··· GIVEN RECORDS ···
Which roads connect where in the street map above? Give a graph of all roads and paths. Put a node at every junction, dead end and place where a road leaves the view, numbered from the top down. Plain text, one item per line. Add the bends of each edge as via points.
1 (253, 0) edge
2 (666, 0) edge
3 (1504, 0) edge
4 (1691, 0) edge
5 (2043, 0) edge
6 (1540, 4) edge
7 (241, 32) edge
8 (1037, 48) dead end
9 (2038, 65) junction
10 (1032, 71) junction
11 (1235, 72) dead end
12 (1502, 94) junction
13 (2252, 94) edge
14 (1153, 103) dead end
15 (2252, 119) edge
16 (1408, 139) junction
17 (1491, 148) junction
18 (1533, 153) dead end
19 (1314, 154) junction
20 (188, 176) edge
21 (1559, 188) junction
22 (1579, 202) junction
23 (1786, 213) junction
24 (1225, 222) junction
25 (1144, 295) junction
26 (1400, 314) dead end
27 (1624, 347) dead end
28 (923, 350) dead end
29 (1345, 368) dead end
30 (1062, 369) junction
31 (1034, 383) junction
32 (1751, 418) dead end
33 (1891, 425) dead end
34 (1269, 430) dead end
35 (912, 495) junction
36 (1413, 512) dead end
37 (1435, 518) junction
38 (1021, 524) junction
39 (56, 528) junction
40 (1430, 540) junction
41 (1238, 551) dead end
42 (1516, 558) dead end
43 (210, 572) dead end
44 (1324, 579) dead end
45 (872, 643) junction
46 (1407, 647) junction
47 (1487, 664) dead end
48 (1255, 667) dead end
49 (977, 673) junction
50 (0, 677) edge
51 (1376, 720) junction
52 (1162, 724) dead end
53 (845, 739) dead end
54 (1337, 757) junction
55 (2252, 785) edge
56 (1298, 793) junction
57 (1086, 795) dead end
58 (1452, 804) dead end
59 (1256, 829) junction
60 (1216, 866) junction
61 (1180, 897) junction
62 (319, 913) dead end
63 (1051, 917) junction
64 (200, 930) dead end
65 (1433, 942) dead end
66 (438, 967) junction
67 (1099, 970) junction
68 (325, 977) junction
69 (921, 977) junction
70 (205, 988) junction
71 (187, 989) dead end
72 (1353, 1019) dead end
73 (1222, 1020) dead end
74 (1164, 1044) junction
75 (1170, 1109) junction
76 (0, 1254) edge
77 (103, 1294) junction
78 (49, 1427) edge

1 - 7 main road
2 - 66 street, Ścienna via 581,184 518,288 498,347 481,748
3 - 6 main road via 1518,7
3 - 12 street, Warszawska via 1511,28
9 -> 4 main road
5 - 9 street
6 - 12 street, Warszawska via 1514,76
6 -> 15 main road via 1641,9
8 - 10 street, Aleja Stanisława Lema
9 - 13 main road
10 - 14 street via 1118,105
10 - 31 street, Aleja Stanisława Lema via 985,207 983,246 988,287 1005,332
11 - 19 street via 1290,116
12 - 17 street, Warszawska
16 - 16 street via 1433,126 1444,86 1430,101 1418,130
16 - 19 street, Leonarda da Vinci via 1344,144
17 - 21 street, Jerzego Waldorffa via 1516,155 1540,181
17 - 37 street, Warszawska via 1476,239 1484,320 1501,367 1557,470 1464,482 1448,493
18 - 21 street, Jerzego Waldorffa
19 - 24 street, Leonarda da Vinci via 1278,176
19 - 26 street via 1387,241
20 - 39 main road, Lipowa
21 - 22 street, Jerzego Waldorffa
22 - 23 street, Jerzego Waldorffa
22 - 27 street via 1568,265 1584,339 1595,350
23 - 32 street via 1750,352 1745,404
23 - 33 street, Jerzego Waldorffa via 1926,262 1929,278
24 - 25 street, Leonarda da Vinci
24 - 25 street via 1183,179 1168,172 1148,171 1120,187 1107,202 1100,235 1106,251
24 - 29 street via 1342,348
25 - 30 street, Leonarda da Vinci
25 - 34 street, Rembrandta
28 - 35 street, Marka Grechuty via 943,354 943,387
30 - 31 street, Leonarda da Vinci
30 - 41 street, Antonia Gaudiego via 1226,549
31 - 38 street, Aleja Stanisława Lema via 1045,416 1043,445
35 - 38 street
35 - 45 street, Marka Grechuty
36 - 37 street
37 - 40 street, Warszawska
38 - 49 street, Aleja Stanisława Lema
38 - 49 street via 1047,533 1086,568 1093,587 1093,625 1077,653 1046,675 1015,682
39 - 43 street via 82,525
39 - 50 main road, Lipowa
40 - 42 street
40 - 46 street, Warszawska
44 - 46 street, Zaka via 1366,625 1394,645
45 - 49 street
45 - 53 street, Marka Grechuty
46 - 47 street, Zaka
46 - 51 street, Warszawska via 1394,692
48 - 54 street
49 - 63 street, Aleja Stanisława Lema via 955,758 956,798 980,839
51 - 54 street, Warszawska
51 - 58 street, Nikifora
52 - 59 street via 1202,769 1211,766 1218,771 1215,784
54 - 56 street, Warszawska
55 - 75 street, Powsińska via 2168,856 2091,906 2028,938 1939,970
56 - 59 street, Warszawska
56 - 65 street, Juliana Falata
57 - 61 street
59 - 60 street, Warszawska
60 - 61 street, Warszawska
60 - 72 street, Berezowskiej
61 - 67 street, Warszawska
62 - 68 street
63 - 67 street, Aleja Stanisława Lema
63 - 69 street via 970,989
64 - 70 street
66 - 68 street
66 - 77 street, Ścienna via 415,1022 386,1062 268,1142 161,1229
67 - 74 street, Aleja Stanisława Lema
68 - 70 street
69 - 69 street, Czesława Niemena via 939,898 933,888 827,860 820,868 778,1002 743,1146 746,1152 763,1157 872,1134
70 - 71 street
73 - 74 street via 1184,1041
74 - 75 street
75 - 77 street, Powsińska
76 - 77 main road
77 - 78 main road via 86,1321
···
» TASK OBJECTIVE
Across the entries above, work out how many lines hold "Grechuty". The answer is that number alone.

» WRITTEN REPLY
3